- [DIRECTIONS FOR THIS TASK] Return all lines of the records that contain the word "Gaspar".

- [GIVEN INFORMATION]
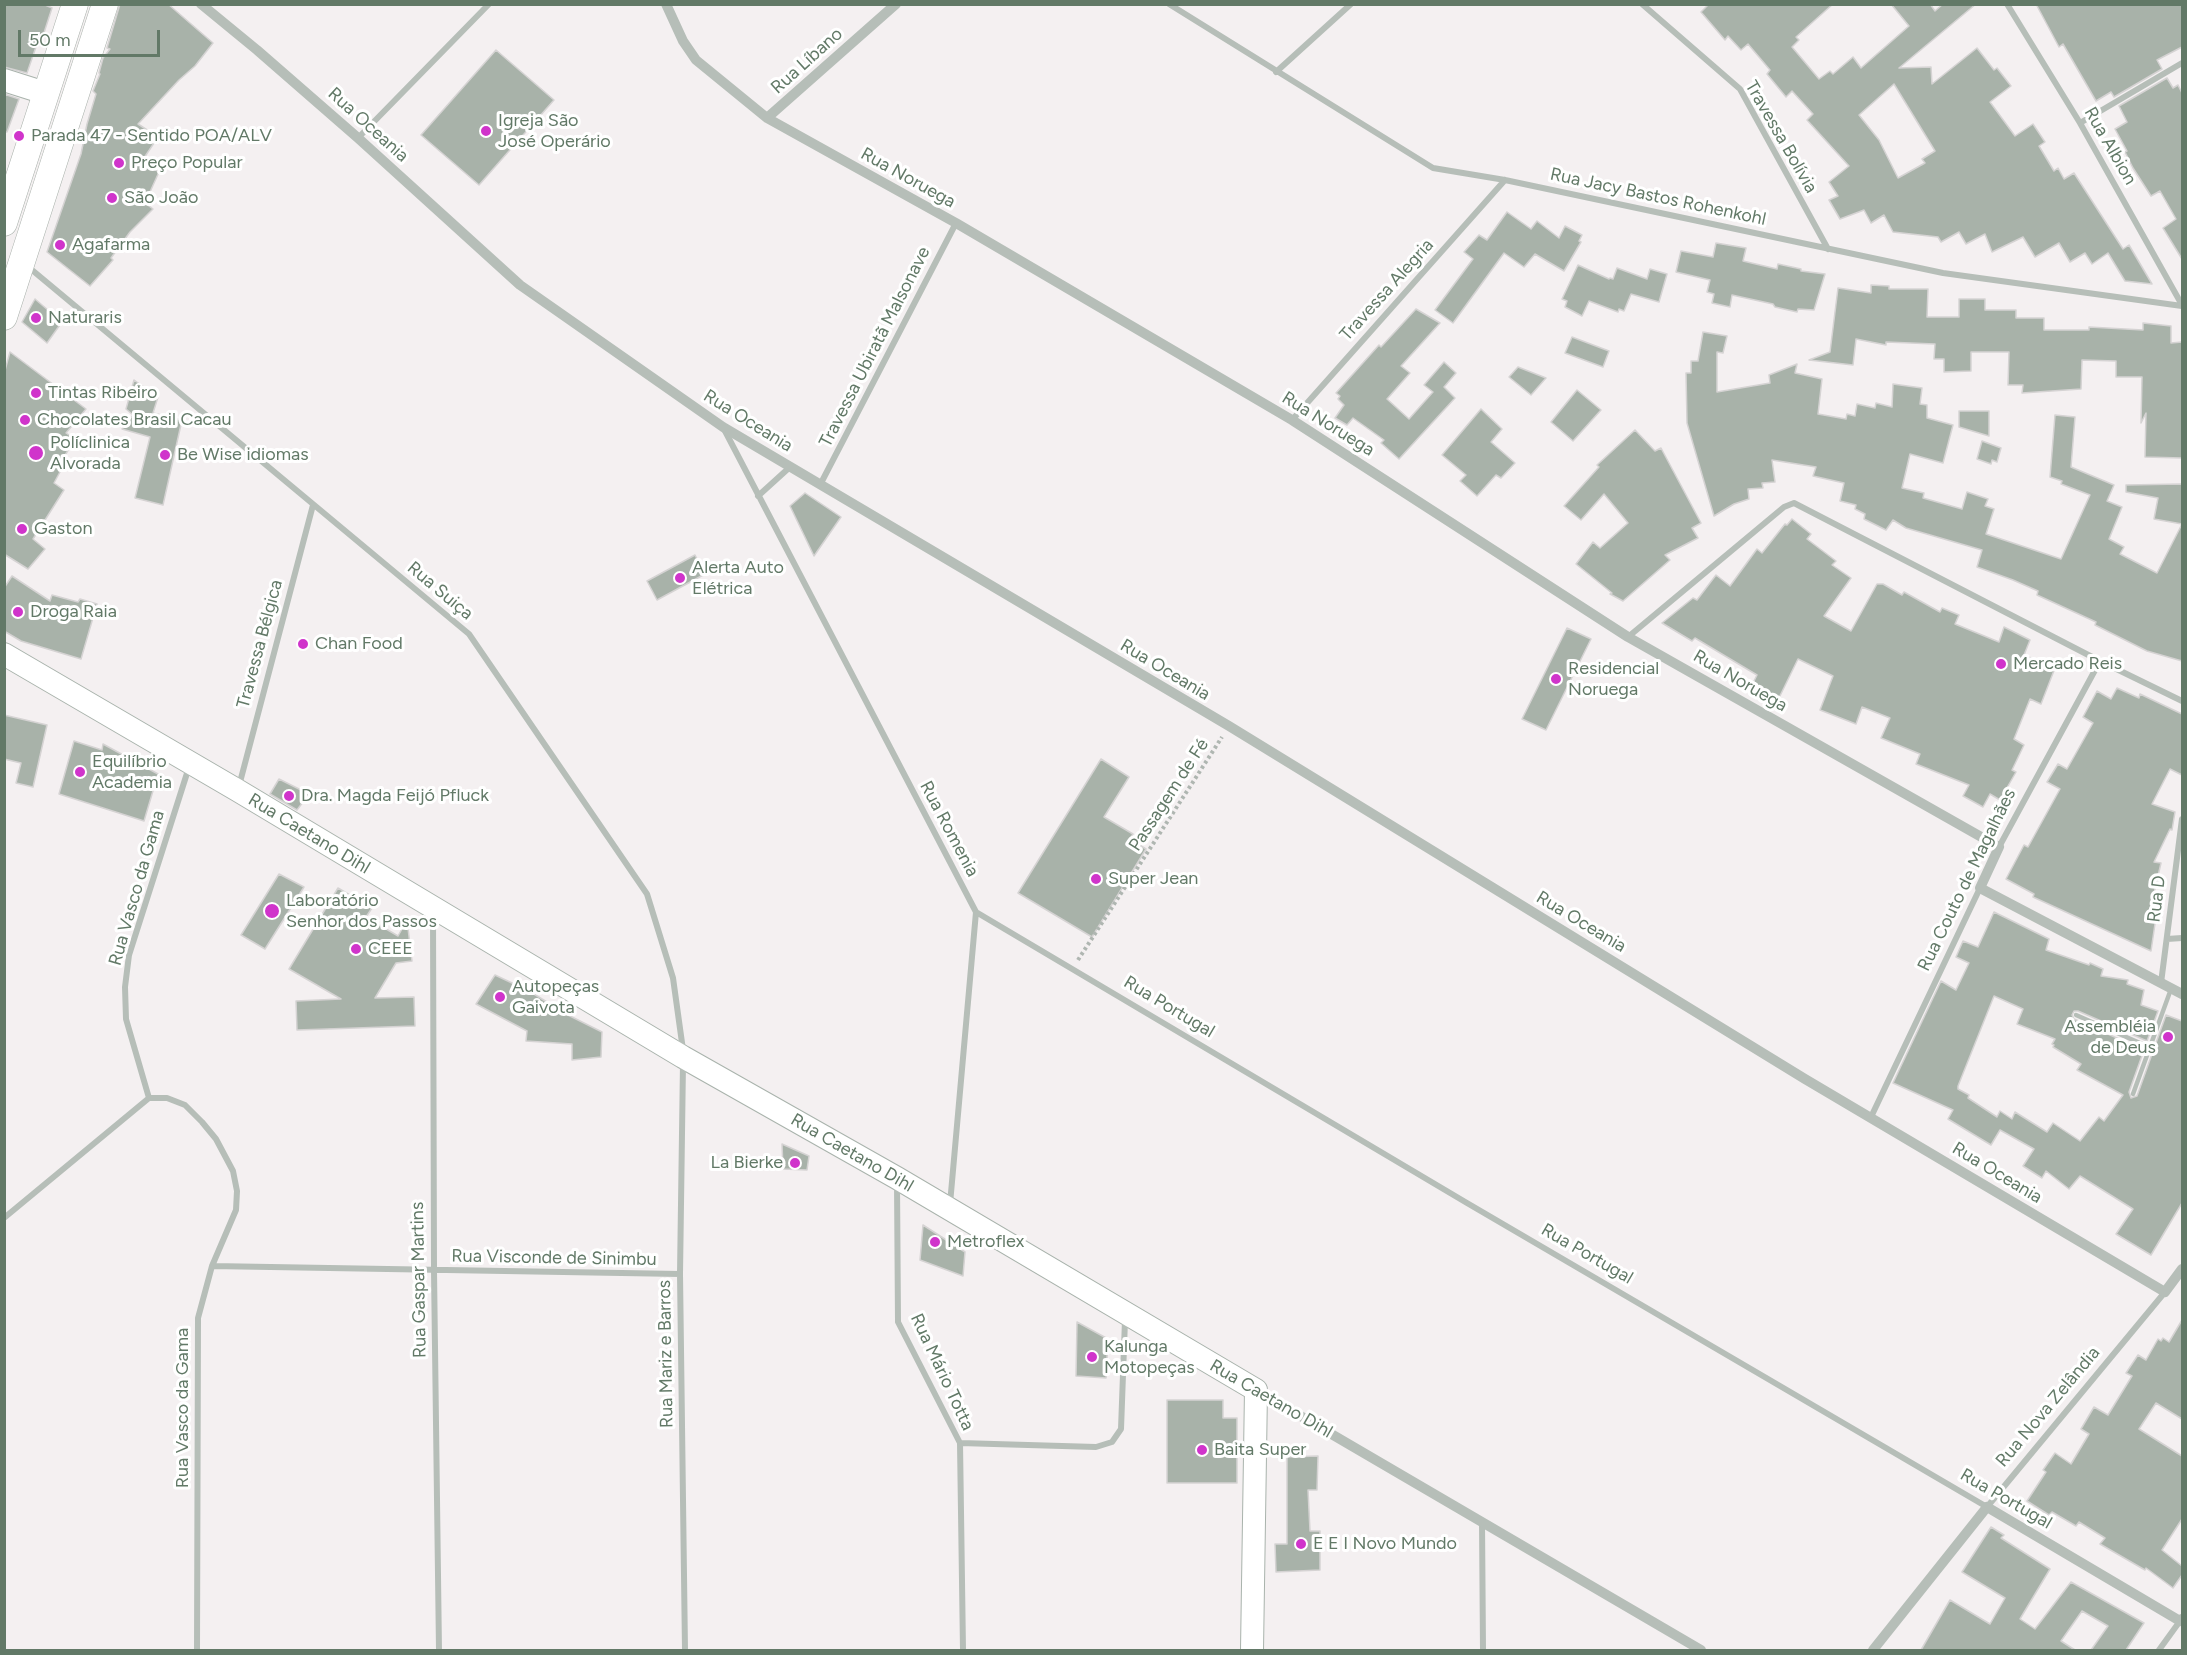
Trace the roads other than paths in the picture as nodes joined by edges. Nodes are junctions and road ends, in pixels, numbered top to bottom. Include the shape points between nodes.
1 (75, 4) edge
2 (105, 4) edge
3 (201, 4) edge
4 (489, 4) edge
5 (666, 4) edge
6 (896, 4) edge
7 (1169, 4) edge
8 (1351, 4) edge
9 (1642, 4) edge
10 (2007, 4) edge
11 (2182, 63) edge
12 (1276, 72) junction
13 (4, 80) edge
14 (45, 93) junction
15 (767, 118) junction
16 (2080, 123) junction
17 (358, 138) junction
18 (1505, 180) junction
19 (4, 223) edge
20 (956, 223) junction
21 (1827, 249) junction
22 (21, 261) junction
23 (2182, 305) edge
24 (4, 317) edge
25 (1292, 420) junction
26 (723, 427) junction
27 (790, 467) junction
28 (820, 485) junction
29 (758, 496) junction
30 (312, 505) junction
31 (1628, 637) junction
32 (4, 654) edge
33 (2100, 661) junction
34 (2182, 701) edge
35 (190, 763) junction
36 (237, 790) junction
37 (2182, 819) edge
38 (1999, 847) junction
39 (1980, 888) junction
40 (433, 908) junction
41 (976, 912) junction
42 (2182, 938) edge
43 (2167, 939) junction
44 (2166, 986) junction
45 (2182, 994) edge
46 (2076, 1015) dead end
47 (2149, 1047) junction
48 (684, 1057) junction
49 (2133, 1094) dead end
50 (149, 1098) junction
51 (1871, 1117) junction
52 (897, 1178) junction
53 (950, 1209) junction
54 (4, 1218) edge
55 (212, 1266) junction
56 (2182, 1269) edge
57 (434, 1271) junction
58 (680, 1274) junction
59 (2165, 1292) junction
60 (1125, 1313) junction
61 (1256, 1390) junction
62 (960, 1443) junction
63 (1987, 1507) junction
64 (1482, 1522) junction
65 (2182, 1621) edge
66 (197, 1650) edge
67 (439, 1650) edge
68 (686, 1650) edge
69 (963, 1650) edge
70 (1252, 1650) edge
71 (1483, 1650) edge
72 (1701, 1650) edge
73 (1873, 1650) edge
74 (2159, 1650) edge

1 - 14 main road
2 - 22 main road
3 - 17 street, Rua Oceania
4 - 17 street
5 - 15 street, Rua Noruega via 696,60
6 - 15 street, Rua Líbano
7 - 12 street, Rua Jacy Bastos Rohenkohl
8 - 12 street
9 - 21 street, Travessa Bolívia via 1740,89
10 - 16 street, Rua Albion
11 - 16 street
12 - 18 street, Rua Jacy Bastos Rohenkohl via 1433,168
13 - 14 main road
14 - 19 main road
15 - 20 street, Rua Noruega
16 - 23 street, Rua Albion
17 - 26 street, Rua Oceania via 520,285
18 - 21 street, Rua Jacy Bastos Rohenkohl
18 - 25 street, Travessa Alegria
20 - 25 street, Rua Noruega
20 - 28 street, Travessa Ubiratã Malsonave
21 - 23 street, Rua Jacy Bastos Rohenkohl via 1943,273
22 - 24 main road
22 - 30 street, Rua Suiça
25 - 31 street, Rua Noruega
26 - 27 street, Rua Oceania
26 - 29 street, Rua Romenia
27 - 28 street, Rua Oceania
27 - 29 street
28 - 51 street, Rua Oceania via 1229,726
29 - 41 street, Rua Romenia
30 - 36 street, Travessa Bélgica
30 - 48 street, Rua Suiça via 469,634 647,894 673,978
31 - 33 street via 1790,504
31 - 38 street, Rua Noruega
32 - 35 main road, Rua Caetano Dihl
33 - 34 street
33 - 38 street, Rua Couto de Magalhães
35 - 36 main road, Rua Caetano Dihl
35 - 50 street, Rua Vasco da Gama via 129,955 125,987 126,1019
36 - 40 main road, Rua Caetano Dihl
37 - 43 street, Rua D
38 - 39 street, Rua Couto de Magalhães
39 - 44 street
39 - 51 street, Rua Couto de Magalhães
40 - 48 main road, Rua Caetano Dihl
40 - 57 street, Rua Gaspar Martins
41 - 53 street
41 - 63 street, Rua Portugal
42 - 43 street
43 - 44 street, Rua D
44 - 45 street
44 - 47 lane, Rua D
46 - 47 lane
47 - 49 lane, Rua D
48 - 52 main road, Rua Caetano Dihl
48 - 58 street, Rua Mariz e Barros
50 - 54 street
50 - 55 street, Rua Vasco da Gama via 167,1098 184,1105 216,1139 233,1171 236,1210
51 - 59 street, Rua Oceania
52 - 53 main road, Rua Caetano Dihl
52 - 62 street, Rua Mário Totta via 898,1322
53 - 60 main road, Rua Caetano Dihl
55 - 57 street, Rua Visconde de Sinimbu
55 - 66 street, Rua Vasco da Gama via 198,1318
56 - 59 street, Rua Nova Zelândia
57 - 58 street, Rua Visconde de Sinimbu
57 - 67 street, Rua Gaspar Martins
58 - 68 street, Rua Mariz e Barros
59 - 63 street, Rua Nova Zelândia
60 - 61 main road, Rua Caetano Dihl
60 - 62 street via 1121,1429 1112,1442 1096,1448
61 - 64 street, Rua Caetano Dihl
61 - 70 main road
62 - 69 street, Rua Mário Totta
63 - 65 street, Rua Portugal
63 - 73 street, Rua Nova Zelândia
64 - 71 street
64 - 72 street, Rua Caetano Dihl
65 - 74 street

- [RESPONSE]
40 - 57 street, Rua Gaspar Martins
57 - 67 street, Rua Gaspar Martins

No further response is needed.